# [TASK TO COMPLETE]
From the entries below, copy every line that has the word "Rajawali".

[Stored items]
****************
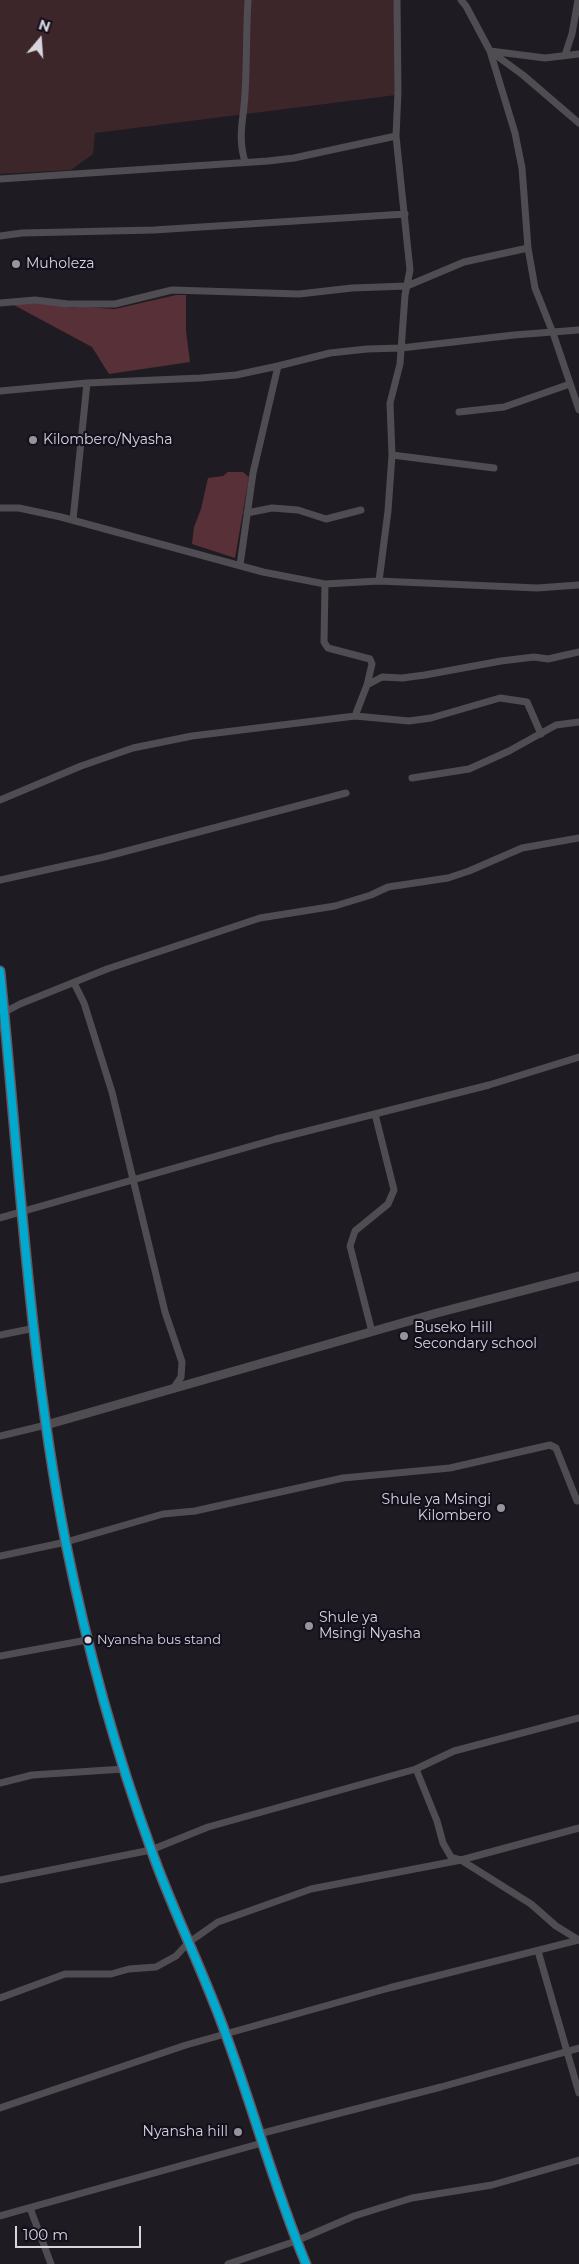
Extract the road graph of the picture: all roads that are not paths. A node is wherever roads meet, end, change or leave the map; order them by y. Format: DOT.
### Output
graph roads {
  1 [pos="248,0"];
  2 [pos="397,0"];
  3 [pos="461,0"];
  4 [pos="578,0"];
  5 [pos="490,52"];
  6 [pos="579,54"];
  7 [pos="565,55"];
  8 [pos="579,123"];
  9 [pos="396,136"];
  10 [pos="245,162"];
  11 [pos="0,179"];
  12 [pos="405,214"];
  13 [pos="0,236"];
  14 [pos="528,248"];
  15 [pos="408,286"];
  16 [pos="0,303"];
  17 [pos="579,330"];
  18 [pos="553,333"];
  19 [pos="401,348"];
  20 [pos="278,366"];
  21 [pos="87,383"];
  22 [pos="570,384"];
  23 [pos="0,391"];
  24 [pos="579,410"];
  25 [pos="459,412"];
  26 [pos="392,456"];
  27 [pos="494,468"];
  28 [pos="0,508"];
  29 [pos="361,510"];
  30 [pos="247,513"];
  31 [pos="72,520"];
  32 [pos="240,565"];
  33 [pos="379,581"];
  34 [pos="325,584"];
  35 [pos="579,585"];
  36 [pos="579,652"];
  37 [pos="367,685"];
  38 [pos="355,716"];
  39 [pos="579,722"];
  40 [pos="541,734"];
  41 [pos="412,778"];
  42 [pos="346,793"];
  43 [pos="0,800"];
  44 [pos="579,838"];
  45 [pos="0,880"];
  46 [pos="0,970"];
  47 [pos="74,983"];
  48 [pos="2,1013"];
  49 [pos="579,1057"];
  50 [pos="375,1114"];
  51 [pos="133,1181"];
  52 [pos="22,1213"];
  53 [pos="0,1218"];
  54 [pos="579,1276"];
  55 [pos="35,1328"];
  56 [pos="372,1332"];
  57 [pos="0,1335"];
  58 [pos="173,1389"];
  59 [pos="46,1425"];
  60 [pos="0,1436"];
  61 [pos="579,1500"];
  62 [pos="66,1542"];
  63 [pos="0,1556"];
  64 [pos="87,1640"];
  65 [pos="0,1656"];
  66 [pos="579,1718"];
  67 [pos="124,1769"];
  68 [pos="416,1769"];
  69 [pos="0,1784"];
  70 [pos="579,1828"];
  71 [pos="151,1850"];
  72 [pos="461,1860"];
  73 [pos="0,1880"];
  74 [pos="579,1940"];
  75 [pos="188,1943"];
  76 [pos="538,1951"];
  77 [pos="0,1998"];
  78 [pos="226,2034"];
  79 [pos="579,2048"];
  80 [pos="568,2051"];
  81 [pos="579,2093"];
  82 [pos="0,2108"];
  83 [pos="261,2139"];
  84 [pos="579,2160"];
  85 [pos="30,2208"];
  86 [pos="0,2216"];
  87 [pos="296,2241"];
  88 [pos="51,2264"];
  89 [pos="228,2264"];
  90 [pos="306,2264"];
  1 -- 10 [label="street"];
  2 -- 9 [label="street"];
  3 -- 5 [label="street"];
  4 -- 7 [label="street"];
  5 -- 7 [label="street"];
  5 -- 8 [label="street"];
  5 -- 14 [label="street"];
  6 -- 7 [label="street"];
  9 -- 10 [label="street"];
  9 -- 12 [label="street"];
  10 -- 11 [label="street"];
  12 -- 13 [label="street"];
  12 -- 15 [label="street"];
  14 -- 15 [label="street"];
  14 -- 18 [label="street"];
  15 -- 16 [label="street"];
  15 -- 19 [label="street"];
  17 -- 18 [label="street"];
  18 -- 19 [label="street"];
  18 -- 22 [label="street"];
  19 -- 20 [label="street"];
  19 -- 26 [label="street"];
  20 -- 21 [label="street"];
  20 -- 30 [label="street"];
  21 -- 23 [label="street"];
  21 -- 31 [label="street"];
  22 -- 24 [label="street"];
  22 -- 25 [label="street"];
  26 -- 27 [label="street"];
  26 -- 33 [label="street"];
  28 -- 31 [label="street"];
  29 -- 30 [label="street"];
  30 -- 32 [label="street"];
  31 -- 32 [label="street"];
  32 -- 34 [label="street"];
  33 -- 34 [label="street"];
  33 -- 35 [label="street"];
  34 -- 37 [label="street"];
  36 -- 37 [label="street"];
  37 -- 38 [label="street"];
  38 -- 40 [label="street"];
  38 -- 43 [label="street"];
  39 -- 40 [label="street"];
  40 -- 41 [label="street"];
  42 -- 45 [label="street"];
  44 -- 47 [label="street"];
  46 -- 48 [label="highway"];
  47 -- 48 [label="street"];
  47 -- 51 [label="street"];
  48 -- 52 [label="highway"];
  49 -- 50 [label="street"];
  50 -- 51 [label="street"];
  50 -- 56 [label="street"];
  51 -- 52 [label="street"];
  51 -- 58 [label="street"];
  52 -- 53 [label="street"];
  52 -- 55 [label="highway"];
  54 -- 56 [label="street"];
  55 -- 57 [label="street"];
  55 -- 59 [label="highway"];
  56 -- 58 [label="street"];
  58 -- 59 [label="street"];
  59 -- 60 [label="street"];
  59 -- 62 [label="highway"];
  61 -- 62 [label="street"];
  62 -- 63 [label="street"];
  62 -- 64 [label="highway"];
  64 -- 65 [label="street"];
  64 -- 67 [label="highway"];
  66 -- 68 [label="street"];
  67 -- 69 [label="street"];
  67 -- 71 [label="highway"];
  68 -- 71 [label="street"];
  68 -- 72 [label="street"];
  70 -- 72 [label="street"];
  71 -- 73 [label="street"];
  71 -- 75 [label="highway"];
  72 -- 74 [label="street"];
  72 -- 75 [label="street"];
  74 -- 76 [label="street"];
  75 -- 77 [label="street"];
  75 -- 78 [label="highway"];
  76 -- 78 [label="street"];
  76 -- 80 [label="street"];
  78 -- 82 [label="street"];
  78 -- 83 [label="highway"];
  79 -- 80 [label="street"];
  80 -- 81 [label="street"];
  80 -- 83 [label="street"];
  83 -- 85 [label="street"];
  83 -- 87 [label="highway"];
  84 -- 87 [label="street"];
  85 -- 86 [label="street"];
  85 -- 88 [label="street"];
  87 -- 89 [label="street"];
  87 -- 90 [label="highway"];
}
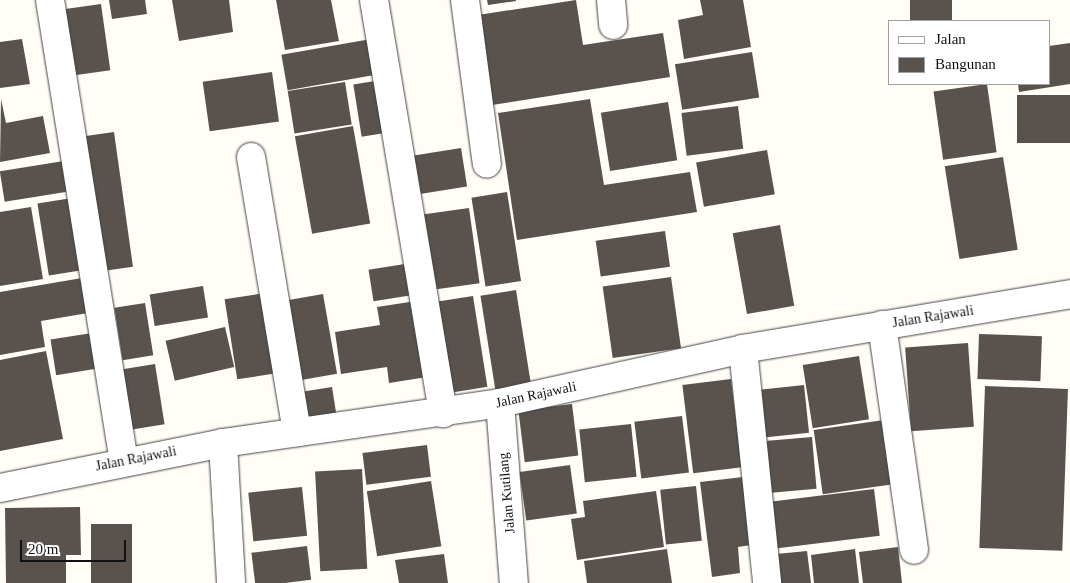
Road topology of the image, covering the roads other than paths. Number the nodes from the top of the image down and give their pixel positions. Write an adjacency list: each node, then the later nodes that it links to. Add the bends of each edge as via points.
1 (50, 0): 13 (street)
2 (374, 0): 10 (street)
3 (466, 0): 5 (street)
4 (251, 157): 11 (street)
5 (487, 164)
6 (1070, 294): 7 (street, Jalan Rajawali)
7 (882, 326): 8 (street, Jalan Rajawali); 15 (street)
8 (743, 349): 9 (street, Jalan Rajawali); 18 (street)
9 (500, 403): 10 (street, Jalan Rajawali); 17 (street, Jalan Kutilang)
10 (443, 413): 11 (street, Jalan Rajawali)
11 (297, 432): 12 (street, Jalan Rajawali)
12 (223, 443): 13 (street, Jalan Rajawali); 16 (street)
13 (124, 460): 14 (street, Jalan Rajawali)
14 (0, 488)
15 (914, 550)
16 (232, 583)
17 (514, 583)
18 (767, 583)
****************
# [WRITTEN ANSWER]
6 (1070, 294): 7 (street, Jalan Rajawali)
7 (882, 326): 8 (street, Jalan Rajawali); 15 (street)
8 (743, 349): 9 (street, Jalan Rajawali); 18 (street)
9 (500, 403): 10 (street, Jalan Rajawali); 17 (street, Jalan Kutilang)
10 (443, 413): 11 (street, Jalan Rajawali)
11 (297, 432): 12 (street, Jalan Rajawali)
12 (223, 443): 13 (street, Jalan Rajawali); 16 (street)
13 (124, 460): 14 (street, Jalan Rajawali)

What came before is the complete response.